Material provided below:

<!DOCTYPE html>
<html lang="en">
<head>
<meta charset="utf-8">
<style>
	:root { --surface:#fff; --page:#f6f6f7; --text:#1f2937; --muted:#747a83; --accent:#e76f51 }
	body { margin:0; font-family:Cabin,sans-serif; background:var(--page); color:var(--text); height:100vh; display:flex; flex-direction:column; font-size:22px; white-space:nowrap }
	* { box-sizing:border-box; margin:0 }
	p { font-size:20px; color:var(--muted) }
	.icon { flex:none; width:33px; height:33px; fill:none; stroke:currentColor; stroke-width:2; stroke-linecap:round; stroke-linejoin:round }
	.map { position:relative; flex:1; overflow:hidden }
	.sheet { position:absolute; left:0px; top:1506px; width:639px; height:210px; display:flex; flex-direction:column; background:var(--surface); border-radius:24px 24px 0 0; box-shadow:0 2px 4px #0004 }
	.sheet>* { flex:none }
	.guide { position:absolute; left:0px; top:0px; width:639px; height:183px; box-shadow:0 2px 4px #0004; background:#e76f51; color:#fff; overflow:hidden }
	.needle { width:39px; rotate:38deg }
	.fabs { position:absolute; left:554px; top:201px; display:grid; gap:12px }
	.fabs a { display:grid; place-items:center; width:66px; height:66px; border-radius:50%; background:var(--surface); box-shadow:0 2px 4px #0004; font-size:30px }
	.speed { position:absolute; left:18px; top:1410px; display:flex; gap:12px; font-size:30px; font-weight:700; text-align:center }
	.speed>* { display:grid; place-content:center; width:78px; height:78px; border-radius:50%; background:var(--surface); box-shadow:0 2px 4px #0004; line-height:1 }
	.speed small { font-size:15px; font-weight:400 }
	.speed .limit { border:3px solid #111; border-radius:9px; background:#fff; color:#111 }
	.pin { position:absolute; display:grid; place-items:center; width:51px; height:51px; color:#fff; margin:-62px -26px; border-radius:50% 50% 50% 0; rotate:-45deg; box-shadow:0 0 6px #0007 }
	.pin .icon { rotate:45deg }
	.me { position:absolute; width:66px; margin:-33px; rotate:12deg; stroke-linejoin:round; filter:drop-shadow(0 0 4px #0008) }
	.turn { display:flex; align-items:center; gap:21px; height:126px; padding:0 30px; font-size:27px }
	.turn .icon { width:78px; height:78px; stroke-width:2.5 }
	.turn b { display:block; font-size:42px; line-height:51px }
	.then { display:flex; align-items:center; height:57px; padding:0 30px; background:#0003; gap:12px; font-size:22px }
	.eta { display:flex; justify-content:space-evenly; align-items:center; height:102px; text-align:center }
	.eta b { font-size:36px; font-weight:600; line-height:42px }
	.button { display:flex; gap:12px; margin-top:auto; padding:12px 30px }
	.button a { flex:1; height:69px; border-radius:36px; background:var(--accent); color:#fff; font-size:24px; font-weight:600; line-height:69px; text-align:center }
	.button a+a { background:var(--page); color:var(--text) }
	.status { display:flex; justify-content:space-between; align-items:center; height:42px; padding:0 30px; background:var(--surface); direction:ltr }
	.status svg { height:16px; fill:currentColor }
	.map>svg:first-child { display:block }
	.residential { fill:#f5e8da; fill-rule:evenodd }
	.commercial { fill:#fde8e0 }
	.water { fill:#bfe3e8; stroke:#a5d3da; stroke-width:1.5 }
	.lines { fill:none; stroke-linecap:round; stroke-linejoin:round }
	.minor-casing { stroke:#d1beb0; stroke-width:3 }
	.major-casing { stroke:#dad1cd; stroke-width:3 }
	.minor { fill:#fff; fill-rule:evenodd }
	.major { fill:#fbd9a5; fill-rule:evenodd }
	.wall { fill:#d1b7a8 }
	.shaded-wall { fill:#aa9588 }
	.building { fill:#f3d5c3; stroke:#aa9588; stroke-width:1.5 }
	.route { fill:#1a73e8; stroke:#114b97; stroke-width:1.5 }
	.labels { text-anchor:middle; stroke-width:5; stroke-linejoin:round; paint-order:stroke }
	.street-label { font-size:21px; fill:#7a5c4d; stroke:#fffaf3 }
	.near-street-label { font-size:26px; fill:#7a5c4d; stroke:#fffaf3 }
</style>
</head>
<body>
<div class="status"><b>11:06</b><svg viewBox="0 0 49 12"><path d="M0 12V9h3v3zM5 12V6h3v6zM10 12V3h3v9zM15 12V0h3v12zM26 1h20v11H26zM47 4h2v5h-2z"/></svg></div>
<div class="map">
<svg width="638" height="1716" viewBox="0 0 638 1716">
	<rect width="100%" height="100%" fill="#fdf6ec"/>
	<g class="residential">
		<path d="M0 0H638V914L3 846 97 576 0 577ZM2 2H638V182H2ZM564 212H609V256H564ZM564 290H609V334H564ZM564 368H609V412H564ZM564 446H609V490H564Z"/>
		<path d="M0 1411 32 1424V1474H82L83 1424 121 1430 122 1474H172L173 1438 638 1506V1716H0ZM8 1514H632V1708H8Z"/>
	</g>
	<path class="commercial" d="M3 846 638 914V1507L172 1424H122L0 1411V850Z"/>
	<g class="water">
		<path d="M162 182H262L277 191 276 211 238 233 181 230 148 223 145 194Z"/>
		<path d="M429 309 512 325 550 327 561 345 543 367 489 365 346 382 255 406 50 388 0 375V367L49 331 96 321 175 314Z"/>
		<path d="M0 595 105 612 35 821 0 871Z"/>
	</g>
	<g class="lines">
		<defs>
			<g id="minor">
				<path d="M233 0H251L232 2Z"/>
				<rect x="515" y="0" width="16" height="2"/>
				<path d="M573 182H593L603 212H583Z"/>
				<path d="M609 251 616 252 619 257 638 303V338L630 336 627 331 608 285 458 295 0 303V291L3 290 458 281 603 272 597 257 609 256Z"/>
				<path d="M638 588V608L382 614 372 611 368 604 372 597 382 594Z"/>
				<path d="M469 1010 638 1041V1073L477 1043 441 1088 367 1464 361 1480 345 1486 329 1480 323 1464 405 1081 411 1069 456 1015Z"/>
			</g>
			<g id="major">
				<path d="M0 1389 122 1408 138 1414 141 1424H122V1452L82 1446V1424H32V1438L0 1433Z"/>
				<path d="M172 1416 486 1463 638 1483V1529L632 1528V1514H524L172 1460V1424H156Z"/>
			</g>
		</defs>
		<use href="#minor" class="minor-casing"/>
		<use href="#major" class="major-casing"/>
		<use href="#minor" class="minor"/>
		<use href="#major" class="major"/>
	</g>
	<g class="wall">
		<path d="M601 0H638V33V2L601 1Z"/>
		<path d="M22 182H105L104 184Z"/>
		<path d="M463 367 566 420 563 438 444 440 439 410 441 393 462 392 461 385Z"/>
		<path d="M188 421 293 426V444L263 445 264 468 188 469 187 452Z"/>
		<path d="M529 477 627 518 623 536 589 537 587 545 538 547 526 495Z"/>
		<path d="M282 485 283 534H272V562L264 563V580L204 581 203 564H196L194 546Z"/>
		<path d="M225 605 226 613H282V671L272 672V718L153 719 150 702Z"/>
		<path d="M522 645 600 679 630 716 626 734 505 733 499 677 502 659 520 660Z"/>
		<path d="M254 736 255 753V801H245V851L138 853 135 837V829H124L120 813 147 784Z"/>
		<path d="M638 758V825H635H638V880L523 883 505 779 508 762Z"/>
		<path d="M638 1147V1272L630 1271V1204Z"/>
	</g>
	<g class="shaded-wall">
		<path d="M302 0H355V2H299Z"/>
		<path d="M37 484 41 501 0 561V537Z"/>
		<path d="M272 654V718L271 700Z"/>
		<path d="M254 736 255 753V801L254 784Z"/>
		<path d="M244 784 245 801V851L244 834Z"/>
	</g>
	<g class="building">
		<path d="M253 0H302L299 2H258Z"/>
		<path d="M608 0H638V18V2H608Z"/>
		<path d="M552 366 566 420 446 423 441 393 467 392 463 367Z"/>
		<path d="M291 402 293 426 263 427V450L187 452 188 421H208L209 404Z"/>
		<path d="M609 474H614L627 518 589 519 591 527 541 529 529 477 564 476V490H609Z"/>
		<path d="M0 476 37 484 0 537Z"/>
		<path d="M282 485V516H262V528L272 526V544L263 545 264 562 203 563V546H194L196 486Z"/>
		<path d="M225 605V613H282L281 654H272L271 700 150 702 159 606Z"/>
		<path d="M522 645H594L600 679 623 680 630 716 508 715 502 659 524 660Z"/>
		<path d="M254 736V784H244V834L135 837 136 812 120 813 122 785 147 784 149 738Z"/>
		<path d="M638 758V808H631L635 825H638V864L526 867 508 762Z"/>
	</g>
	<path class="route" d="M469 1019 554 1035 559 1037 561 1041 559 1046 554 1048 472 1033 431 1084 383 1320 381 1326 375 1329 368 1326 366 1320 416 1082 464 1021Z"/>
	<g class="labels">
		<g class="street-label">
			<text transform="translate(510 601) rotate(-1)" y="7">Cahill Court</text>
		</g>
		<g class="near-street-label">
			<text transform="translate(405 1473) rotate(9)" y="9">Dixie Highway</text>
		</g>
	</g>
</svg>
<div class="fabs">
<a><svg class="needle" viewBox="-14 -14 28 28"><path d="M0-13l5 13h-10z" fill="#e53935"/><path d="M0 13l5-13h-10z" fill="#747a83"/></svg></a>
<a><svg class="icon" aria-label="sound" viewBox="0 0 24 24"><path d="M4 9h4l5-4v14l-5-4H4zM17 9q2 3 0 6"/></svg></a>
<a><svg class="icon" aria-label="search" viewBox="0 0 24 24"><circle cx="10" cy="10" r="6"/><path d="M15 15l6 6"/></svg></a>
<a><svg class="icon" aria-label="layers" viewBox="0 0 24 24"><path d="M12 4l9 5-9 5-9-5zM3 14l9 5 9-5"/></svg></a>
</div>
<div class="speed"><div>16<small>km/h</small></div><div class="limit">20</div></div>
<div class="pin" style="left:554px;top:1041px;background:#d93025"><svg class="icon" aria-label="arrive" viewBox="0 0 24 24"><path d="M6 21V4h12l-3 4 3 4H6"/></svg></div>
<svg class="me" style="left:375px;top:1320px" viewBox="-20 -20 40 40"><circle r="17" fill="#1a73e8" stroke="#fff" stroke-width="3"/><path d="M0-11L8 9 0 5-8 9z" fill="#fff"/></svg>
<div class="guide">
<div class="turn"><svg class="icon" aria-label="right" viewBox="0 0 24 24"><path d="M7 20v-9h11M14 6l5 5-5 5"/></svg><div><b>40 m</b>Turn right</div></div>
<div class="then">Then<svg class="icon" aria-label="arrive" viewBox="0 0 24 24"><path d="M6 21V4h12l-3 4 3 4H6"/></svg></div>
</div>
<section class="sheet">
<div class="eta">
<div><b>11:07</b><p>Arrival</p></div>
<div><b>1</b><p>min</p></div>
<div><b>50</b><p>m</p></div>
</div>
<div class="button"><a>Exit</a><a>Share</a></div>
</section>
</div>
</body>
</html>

End of Material provided.

§ Your goal: An exact copy is needed of the closing lines of the entries above, counting from the one that contains "<div><b>11:07</b><p>Arrival</p></div>" and including it and the last.

§ Reply to the task:
<div><b>11:07</b><p>Arrival</p></div>
<div><b>1</b><p>min</p></div>
<div><b>50</b><p>m</p></div>
</div>
<div class="button"><a>Exit</a><a>Share</a></div>
</section>
</div>
</body>
</html>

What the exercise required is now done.